▶ _YOUR OBJECTIVE_: Your answer must be an exact copy of the listing that follows, with all pictures omitted.
/---
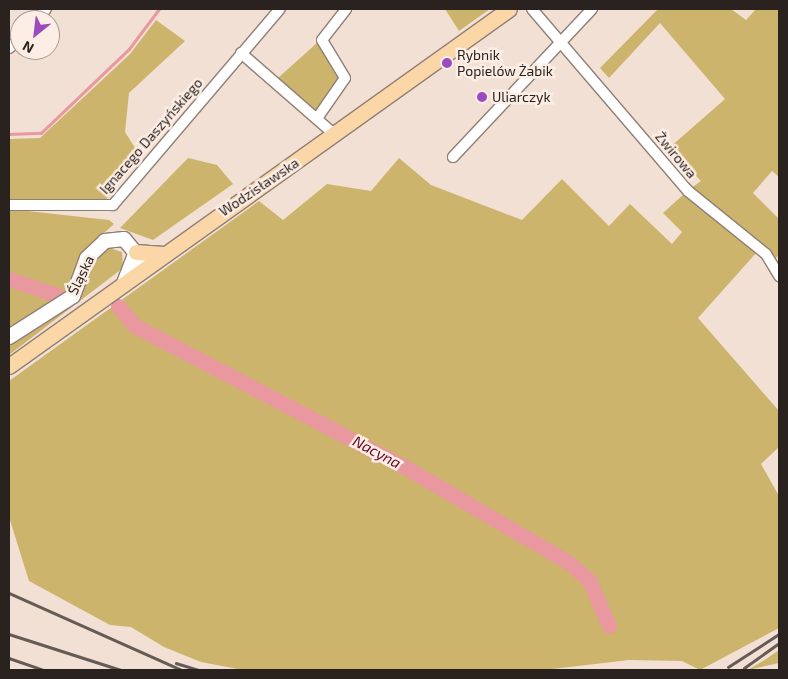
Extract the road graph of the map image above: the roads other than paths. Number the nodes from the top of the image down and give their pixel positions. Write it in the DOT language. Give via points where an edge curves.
graph roads {
  1 [pos="280,9"];
  2 [pos="346,9"];
  3 [pos="509,9"];
  4 [pos="532,9"];
  5 [pos="592,9"];
  6 [pos="560,42"];
  7 [pos="241,53"];
  8 [pos="318,117"];
  9 [pos="334,134"];
  10 [pos="453,157"];
  11 [pos="9,205"];
  12 [pos="136,252"];
  13 [pos="164,254"];
  14 [pos="147,266"];
  15 [pos="779,276"];
  16 [pos="124,283"];
  17 [pos="9,337"];
  18 [pos="9,366"];
  1 -- 7 [label="street, Ignacego Daszyńskiego"];
  2 -- 8 [label="street" via="322,40 345,78"];
  3 -- 9 [label="main road, Wodzisławska"];
  4 -- 6 [label="street, Żwirowa"];
  5 -- 6 [label="street"];
  6 -- 10 [label="street"];
  6 -- 15 [label="street, Żwirowa" via="688,191 766,254"];
  7 -- 8 [label="street"];
  7 -- 11 [label="street, Ignacego Daszyńskiego" via="113,204"];
  8 -- 9 [label="street"];
  9 -- 13 [label="main road, Wodzisławska"];
  12 -- 13 [label="main road"];
  12 -- 14 [label="street, Śląska"];
  12 -- 16 [label="street"];
  12 -- 17 [label="street, Śląska" via="121,238 103,242 86,260 73,296"];
  13 -- 14 [label="main road, Wodzisławska"];
  14 -- 16 [label="main road, Wodzisławska"];
  16 -- 18 [label="main road, Wodzisławska"];
}
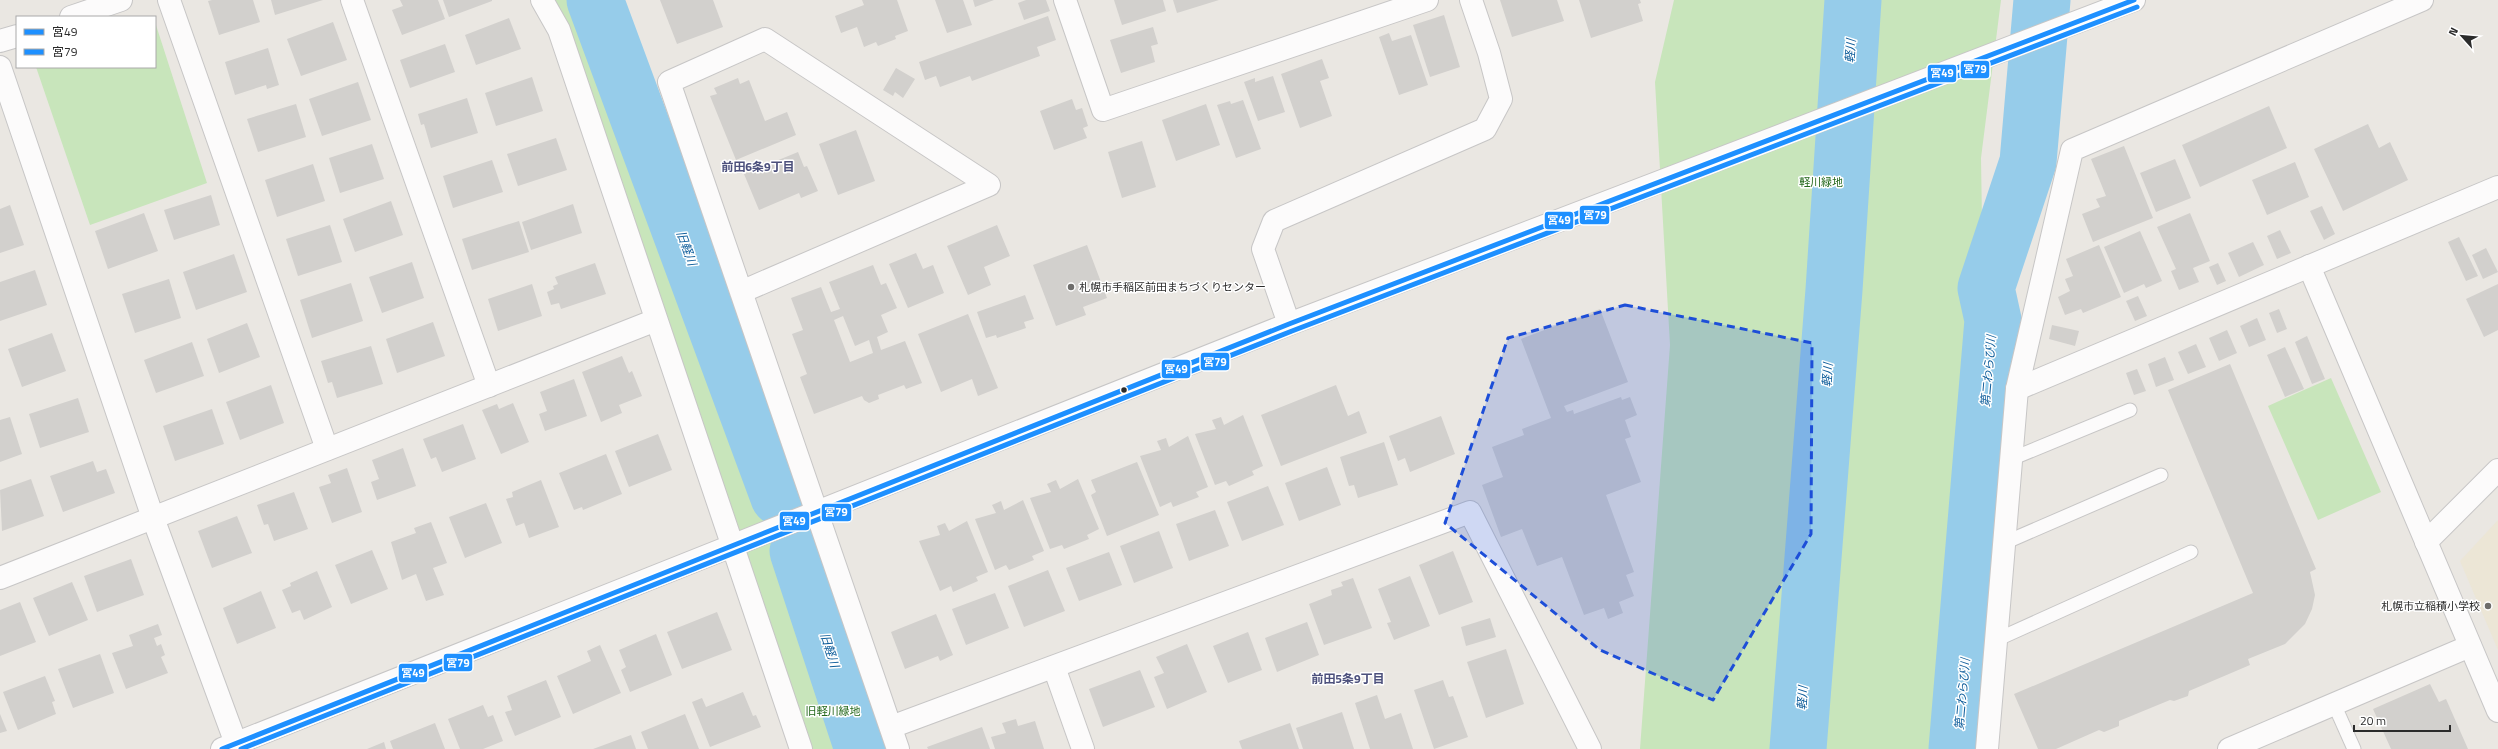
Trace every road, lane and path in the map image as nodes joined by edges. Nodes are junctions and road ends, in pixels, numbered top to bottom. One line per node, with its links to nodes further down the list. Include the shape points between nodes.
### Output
\---
▶ _ANSWER TO THIS PROBLEM_:
Extract the road graph of the map image above: the roads other than paths. Number the nodes from the top of the image down and give their pixel positions. Write it in the DOT language. Give via points where an edge curves.
graph roads {
  1 [pos="280,9"];
  2 [pos="346,9"];
  3 [pos="509,9"];
  4 [pos="532,9"];
  5 [pos="592,9"];
  6 [pos="560,42"];
  7 [pos="241,53"];
  8 [pos="318,117"];
  9 [pos="334,134"];
  10 [pos="453,157"];
  11 [pos="9,205"];
  12 [pos="136,252"];
  13 [pos="164,254"];
  14 [pos="147,266"];
  15 [pos="779,276"];
  16 [pos="124,283"];
  17 [pos="9,337"];
  18 [pos="9,366"];
  1 -- 7 [label="street, Ignacego Daszyńskiego"];
  2 -- 8 [label="street" via="322,40 345,78"];
  3 -- 9 [label="main road, Wodzisławska"];
  4 -- 6 [label="street, Żwirowa"];
  5 -- 6 [label="street"];
  6 -- 10 [label="street"];
  6 -- 15 [label="street, Żwirowa" via="688,191 766,254"];
  7 -- 8 [label="street"];
  7 -- 11 [label="street, Ignacego Daszyńskiego" via="113,204"];
  8 -- 9 [label="street"];
  9 -- 13 [label="main road, Wodzisławska"];
  12 -- 13 [label="main road"];
  12 -- 14 [label="street, Śląska"];
  12 -- 16 [label="street"];
  12 -- 17 [label="street, Śląska" via="121,238 103,242 86,260 73,296"];
  13 -- 14 [label="main road, Wodzisławska"];
  14 -- 16 [label="main road, Wodzisławska"];
  16 -- 18 [label="main road, Wodzisławska"];
}
Trace every road, lane and path in the map image as nodes joined by edges. Nodes are junctions and road ends, in pixels, numbered top to bottom. One line per node, with its links to nodes further down the list. Include the shape points between nodes.
### Output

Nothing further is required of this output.